Since 2013, Varela has worked as a TV reporter for TVE in shows like Comando Actualidad and La mañana de La 1; in the latter she was also the commentator of the show business section. From July 2019 to March 2020, Varela co-directed the daytime talk show A partir de hoy.

Since 2015, Varela has been TVE's co-commentator for the Eurovision Song Contest: until 2017 alongside José María Íñigo, and from 2018 alongside Tony Aguilar. Varela and Íñigo also provided the Spanish commentary for Eurovision Song Contest's Greatest Hits, the show that commemorated the Eurovision Song Contest's 60th anniversary, and Varela and Aguilar provided the commentary for the 2019, 2021, 2022, 2023 and 2024 Junior contests.

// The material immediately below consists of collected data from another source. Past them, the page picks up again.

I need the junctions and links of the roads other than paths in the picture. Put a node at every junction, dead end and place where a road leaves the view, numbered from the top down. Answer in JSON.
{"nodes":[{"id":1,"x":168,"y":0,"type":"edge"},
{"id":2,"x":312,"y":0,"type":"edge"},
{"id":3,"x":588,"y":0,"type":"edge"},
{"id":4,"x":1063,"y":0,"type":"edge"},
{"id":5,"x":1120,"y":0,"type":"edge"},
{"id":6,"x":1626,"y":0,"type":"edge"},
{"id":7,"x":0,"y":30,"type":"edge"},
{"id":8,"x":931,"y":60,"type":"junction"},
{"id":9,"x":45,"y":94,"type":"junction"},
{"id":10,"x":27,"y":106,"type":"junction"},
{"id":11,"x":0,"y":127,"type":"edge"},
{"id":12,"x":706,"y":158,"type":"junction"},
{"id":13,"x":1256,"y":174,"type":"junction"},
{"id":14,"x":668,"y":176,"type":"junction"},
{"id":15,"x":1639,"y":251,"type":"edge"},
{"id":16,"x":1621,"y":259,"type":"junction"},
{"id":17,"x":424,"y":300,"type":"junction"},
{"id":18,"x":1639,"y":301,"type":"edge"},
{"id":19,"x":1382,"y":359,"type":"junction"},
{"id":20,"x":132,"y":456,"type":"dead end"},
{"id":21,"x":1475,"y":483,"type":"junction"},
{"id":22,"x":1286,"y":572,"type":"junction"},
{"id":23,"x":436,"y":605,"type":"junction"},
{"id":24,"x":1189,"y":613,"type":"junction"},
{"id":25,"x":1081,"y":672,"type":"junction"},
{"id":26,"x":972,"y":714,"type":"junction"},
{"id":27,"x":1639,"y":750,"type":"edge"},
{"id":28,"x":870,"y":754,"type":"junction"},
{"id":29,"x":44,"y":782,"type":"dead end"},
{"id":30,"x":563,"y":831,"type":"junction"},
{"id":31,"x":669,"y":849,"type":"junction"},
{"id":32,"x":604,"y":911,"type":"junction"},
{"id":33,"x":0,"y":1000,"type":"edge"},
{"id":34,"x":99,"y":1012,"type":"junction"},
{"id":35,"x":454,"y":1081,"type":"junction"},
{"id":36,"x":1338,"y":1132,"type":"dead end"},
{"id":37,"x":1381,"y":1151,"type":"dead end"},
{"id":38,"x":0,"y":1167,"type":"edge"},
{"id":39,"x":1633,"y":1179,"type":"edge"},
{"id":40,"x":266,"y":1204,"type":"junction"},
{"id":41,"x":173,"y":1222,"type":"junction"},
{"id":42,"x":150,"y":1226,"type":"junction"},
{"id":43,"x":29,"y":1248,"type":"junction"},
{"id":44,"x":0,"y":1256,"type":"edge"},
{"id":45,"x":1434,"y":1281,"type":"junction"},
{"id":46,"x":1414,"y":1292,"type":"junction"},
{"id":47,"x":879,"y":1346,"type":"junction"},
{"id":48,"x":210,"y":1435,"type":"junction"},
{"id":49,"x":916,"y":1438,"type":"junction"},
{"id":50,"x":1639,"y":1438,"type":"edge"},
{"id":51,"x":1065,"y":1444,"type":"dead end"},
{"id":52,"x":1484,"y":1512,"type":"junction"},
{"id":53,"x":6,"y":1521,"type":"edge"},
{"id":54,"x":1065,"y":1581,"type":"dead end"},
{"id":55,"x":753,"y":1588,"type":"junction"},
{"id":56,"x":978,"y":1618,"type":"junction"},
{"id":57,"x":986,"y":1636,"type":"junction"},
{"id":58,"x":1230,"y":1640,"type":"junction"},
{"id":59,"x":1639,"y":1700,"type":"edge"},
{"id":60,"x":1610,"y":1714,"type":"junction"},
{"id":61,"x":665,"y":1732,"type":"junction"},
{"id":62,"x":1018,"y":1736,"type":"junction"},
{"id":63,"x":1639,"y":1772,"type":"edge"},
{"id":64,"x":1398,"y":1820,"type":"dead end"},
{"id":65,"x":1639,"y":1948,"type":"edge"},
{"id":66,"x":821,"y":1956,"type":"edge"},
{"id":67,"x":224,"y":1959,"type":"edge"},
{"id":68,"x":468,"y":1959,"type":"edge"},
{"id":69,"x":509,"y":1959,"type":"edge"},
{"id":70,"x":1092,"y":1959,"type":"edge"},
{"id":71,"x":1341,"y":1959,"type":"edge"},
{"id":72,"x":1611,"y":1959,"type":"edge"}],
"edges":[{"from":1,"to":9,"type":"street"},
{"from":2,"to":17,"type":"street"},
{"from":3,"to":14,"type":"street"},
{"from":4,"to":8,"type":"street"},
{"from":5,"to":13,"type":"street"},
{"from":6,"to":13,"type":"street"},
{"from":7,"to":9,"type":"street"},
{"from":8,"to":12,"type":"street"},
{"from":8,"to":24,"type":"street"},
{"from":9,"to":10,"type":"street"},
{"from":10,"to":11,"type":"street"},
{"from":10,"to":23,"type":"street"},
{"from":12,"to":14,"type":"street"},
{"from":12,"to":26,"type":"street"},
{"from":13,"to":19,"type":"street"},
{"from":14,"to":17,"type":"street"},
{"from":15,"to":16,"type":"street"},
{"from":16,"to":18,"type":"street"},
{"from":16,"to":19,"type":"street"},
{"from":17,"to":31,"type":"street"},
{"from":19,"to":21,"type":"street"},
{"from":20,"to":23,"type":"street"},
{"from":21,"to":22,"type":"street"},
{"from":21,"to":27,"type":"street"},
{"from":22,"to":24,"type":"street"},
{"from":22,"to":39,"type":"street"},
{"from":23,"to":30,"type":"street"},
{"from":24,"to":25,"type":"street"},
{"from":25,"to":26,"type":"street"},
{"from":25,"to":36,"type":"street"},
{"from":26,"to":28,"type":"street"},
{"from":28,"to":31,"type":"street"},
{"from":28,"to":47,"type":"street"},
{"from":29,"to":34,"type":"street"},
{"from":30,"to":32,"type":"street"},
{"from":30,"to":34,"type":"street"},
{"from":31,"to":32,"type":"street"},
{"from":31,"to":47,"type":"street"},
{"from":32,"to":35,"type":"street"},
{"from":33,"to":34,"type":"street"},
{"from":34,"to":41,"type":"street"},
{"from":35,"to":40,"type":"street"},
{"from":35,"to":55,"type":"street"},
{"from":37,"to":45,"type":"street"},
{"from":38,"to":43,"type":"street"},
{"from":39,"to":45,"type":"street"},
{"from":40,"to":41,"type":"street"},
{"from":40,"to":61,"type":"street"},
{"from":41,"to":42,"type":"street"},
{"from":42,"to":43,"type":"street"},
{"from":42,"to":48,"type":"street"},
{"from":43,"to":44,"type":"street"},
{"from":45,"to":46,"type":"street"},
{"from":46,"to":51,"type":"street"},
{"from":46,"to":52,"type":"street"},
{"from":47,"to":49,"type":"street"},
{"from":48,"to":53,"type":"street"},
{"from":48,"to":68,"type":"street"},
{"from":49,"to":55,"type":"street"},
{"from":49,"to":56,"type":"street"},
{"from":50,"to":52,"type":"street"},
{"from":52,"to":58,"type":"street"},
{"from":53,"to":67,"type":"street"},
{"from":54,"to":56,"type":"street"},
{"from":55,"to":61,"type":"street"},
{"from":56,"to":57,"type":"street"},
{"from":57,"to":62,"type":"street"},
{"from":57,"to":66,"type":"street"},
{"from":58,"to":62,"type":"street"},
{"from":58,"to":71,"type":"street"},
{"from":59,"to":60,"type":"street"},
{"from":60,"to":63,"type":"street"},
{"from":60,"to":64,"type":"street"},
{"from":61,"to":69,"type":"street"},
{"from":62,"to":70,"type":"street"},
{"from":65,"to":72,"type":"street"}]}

In 2016, Varela was the green room host during Objetivo Eurovisión, the national final that selected the Spanish entry for the 2016 Contest.

In 2019, Varela authored her first novel, titled ¿Por qué me pido un gin tonic si no me gusta?.

==Works==
===Novels===
- ¿Por qué me pido un gin tonic si no me gusta? (2019). Madrid: Ediciones B, Penguin Random House. ISBN 978-8466665575
- Todo por hacer (2026). Madrid: Ediciones B. ISBN 9788466682855.